LUCENE-9594 Add linear function for FeatureField

This adds a linear function and newLinearQuery for FeatureField
2020-11-10 17:08:08 -05:00 · 2020-11-10 17:08:08 -05:00 · 5897d14fe4
parent d65041359e
commit 5897d14fe4
2 changed files with 92 additions and 1 deletions
--- a/lucene/core/src/java/org/apache/lucene/document/FeatureField.java
+++ b/lucene/core/src/java/org/apache/lucene/document/FeatureField.java
@ -66,7 +66,7 @@ import org.apache.lucene.search.similarities.Similarity.SimScorer;
 * 2<sup>-8</sup> = 0.00390625.
 * <p>
 * Given a scoring factor {@code S > 0} and its weight {@code w > 0}, there
- * are three ways that S can be turned into a score:
+ * are four ways that S can be turned into a score:
 * <ul>
 *   <li>{@link #newLogQuery w * log(a + S)}, with a &ge; 1. This function
 *       usually makes sense because the distribution of scoring factors
@ -82,6 +82,12 @@ import org.apache.lucene.search.similarities.Similarity.SimScorer;
 *       than the two above but is also harder to tune due to the fact it has
 *       2 parameters. Like with {@code satu}, values are in the 0..1 range and
 *       0.5 is obtained when S and k are equal.

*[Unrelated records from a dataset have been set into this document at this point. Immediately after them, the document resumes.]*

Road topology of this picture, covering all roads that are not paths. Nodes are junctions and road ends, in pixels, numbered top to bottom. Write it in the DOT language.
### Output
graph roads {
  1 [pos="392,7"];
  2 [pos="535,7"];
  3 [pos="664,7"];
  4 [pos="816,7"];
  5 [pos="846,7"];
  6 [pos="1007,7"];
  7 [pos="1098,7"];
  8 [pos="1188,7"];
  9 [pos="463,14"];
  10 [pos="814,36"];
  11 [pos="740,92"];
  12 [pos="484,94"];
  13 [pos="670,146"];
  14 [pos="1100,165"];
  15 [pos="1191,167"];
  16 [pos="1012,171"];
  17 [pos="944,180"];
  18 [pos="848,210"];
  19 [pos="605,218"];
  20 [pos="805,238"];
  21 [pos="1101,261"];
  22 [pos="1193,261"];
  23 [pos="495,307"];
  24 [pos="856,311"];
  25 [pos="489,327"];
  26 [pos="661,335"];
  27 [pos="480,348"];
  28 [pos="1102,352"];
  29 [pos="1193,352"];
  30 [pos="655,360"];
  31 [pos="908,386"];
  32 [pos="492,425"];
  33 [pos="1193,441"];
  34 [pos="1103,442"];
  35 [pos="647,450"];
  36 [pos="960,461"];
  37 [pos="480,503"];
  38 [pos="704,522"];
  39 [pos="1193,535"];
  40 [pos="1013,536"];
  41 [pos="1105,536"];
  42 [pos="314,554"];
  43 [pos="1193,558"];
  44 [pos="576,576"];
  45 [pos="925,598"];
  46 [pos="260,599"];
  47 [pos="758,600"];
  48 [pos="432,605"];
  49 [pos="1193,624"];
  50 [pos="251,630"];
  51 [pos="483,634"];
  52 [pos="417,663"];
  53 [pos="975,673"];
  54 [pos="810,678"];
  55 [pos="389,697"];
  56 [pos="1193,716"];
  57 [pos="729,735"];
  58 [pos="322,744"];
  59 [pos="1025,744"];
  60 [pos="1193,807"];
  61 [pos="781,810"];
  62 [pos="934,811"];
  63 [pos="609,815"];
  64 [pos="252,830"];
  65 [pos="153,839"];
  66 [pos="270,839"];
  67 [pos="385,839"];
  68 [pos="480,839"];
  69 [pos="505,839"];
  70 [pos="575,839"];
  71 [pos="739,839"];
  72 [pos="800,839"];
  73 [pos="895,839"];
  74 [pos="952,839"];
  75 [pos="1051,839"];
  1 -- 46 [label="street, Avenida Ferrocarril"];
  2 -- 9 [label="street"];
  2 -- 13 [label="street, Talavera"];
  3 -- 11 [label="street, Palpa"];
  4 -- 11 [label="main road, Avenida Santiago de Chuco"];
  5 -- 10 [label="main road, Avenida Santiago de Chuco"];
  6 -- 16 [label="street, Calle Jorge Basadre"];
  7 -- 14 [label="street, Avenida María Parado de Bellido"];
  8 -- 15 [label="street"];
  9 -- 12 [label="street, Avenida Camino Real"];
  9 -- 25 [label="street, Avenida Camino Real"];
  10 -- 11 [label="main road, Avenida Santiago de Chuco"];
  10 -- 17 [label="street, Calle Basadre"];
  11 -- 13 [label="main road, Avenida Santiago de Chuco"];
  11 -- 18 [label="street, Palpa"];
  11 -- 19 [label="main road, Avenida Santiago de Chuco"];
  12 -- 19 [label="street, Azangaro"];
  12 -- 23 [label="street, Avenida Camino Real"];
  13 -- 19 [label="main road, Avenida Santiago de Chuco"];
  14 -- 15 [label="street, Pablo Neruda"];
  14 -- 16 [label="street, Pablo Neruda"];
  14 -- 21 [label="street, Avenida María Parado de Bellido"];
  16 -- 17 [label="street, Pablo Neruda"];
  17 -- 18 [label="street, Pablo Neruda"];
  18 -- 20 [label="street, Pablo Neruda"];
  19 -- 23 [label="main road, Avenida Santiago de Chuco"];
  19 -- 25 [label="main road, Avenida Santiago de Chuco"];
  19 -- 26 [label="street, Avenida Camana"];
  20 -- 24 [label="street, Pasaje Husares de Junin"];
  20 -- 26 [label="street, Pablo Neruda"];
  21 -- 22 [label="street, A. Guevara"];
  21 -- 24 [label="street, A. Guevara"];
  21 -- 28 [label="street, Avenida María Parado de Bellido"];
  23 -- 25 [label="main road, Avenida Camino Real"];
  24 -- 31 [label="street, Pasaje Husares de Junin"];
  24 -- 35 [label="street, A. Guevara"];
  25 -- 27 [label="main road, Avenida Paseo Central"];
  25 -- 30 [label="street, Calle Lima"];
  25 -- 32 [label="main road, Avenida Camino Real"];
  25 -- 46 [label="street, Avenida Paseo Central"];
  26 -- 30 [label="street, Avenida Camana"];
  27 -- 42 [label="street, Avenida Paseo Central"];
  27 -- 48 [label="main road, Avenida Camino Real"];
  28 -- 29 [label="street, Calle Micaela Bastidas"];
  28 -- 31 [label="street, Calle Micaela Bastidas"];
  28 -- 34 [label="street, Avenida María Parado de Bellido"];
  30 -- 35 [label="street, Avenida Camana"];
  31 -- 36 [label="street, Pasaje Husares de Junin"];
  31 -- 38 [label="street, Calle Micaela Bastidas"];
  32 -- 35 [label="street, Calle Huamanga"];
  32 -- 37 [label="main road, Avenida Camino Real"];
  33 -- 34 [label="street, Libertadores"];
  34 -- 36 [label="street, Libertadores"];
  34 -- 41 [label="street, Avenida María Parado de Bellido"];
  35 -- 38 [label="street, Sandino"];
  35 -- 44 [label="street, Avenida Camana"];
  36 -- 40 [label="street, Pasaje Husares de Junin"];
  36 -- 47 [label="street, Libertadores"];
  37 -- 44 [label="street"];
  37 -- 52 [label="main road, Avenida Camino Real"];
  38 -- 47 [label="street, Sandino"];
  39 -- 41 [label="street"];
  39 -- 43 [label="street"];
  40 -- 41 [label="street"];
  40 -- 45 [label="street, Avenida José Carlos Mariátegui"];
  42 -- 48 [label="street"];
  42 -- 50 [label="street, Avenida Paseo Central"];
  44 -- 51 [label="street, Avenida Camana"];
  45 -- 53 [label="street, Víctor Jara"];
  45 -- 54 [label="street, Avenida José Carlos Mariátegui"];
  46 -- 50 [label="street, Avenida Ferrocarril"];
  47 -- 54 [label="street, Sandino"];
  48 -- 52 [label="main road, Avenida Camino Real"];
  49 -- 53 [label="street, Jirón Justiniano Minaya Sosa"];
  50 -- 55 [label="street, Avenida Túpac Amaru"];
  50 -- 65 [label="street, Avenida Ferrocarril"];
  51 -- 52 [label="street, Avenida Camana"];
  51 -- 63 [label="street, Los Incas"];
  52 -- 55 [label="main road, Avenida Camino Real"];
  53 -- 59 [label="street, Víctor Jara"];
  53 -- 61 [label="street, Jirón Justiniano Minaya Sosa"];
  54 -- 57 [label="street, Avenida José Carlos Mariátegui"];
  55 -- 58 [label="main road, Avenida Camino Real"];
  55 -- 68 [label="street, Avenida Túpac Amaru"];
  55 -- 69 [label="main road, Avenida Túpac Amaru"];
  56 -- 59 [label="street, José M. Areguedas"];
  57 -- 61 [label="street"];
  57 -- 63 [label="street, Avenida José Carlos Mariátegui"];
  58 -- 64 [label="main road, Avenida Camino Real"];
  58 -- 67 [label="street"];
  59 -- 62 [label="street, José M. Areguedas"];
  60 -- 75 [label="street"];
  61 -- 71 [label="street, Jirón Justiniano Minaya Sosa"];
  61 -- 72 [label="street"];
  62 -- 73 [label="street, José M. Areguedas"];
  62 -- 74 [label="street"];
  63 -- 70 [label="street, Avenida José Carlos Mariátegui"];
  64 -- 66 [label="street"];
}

 *   <li>{@link #newLinearQuery w * S}. Expert: This function doesn't apply
 *       any transformation to an indexed feature value, and the indexed value itself,
 *       multiplied by weight, determines the score. Thus, there is an expectation
 *       that a feature value is encoded in the index in a way that makes
 *       sense for scoring.
 *
 * </ul>
 * <p>
 * The constants in the above formulas typically need training in order to
@ -217,6 +223,46 @@ public final class FeatureField extends Field {
    FeatureFunction rewrite(IndexReader reader) throws IOException { return this; }
  }
  static final class LinearFunction extends FeatureFunction {
    @Override
    SimScorer scorer(float w) {
      return new SimScorer() {
        @Override
        public float score(float freq, long norm) {
          return (w * decodeFeatureValue(freq));
        }
      };
    }
    @Override
    Explanation explain(String field, String feature, float w, int freq) {
      float featureValue = decodeFeatureValue(freq);
      float score = scorer(w).score(freq, 1L);
      return Explanation.match(score,
          "Linear function on the " + field + " field for the " + feature + " feature, computed as w * S from:",
          Explanation.match(w, "w, weight of this function"),
          Explanation.match(featureValue, "S, feature value"));
    }
    @Override
    public String toString() {
      return "LinearFunction";
    }
    @Override
    public int hashCode() {
      return getClass().hashCode();
    }
    @Override
    public boolean equals(Object obj) {
      if (obj == null || getClass() != obj.getClass()) {
        return false;
      }
      return true;
    }
  };
  static final class LogFunction extends FeatureFunction {
    private final float scalingFactor;
@ -406,6 +452,26 @@ public final class FeatureField extends Field {
   */
  private static final float MAX_WEIGHT = Long.SIZE;
  /**
   * Return a new {@link Query} that will score documents as
   * {@code weight * S} where S is the value of the static feature.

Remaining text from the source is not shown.